The First Minister and senior members of her team agreed there could now be "a substantial opportunity for alternatives to a hard Brexit'' following the Conservatives' failure to win an overall majority, a spokesman confirmed.
But when asked if the Scottish Cabinet had considered the impact of the election on its referendum plans, after the SNP lost 21 Commons seats, the spokesman said: ``There was no discussion, no.
"There was a discussion of the outcome of the election in relation to Brexit, but no specific discussion of a referendum.''
The SNP leader has already pledged to "reflect carefully'' on the election result and has conceded plans for a second vote on leaving the UK were ''undoubtedly'' a factor in the result.
Her spokesman insisted he was "not going to pre-empt the First Minister'' on the issue.

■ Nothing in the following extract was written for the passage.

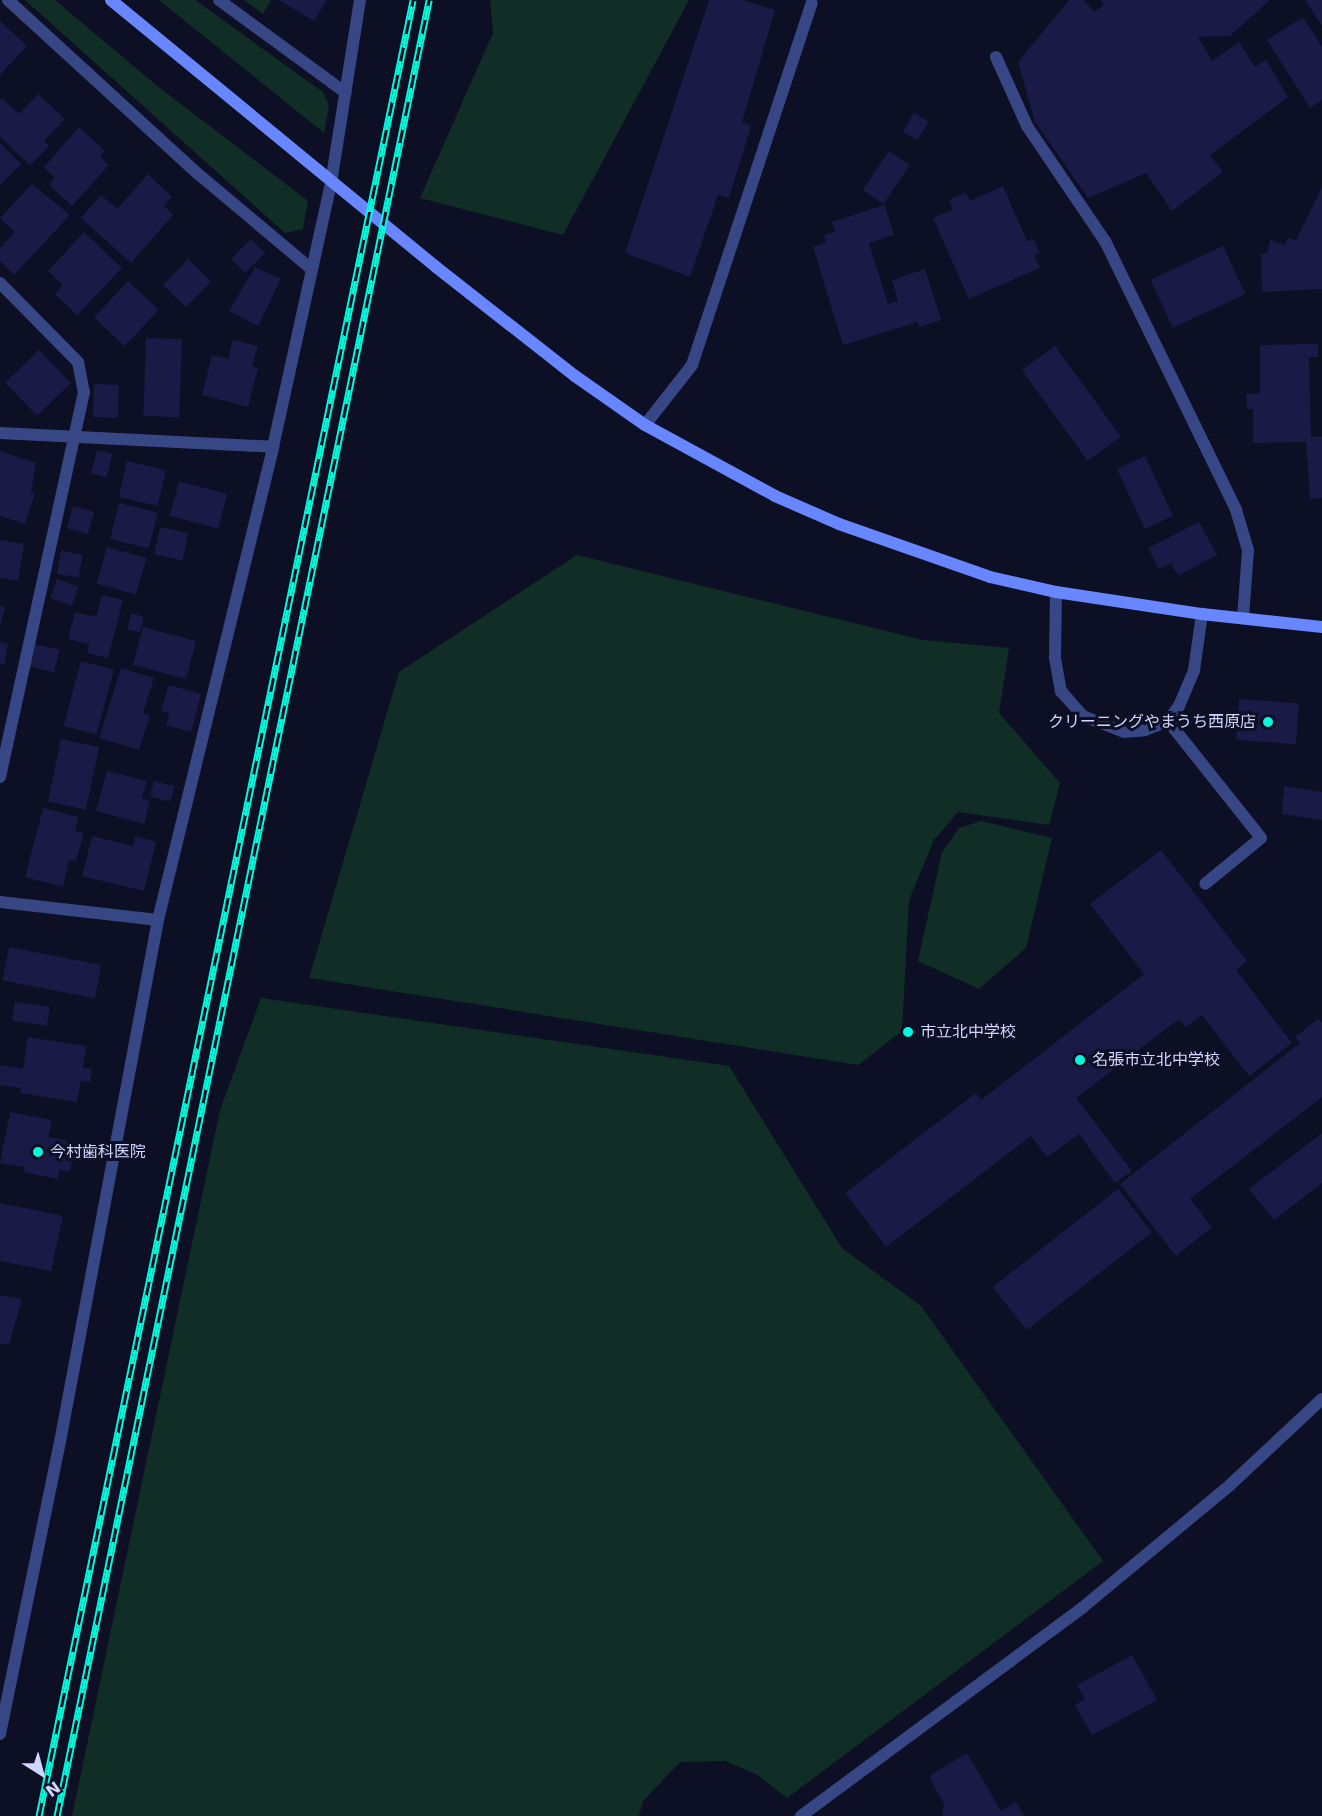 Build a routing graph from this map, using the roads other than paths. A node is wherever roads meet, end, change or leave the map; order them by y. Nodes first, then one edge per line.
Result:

He told journalists at a Holyrood briefing: "I'm not going to outline any position on independence or a referendum because it's for the First Minister to do that, and she has indicated she will do that in due course.''
Pressed on why Ms Sturgeon is calling for amendments to be made to the UK's Brexit plans in the wake of the election, but has not yet announced any change to her proposals for a second independence referendum, the spokesman said: "The fact remains the SNP won a majority of seats in Scotland, Theresa May and the Conservatives did not win a majority of seats in the UK, so there is a difference, there is a distinction to be drawn there.''
But the new group of 13 Scottish Tory MPs said the election was a "damning verdict'' on the First Minister's proposals.
In a statement, they said: "Unless we present a united front to the EU, Nicola Sturgeon will disrupt our negotiations. And unless she gets back to the day job, Scotland will continue to pay a high price.
"So she needs to end her denial, listen to what the people of Scotland have said and face up to the reality.
"She needs to look the Scottish people in the eye and tell them she has given up on a second independence referendum.
"Unless and until she does, she is putting her party ahead of her country - and we will not stand for it.''
Almost immediately after the UK voted to leave the European Union in June 2016, the First Minister said a fresh ballot on independence was "highly likely''.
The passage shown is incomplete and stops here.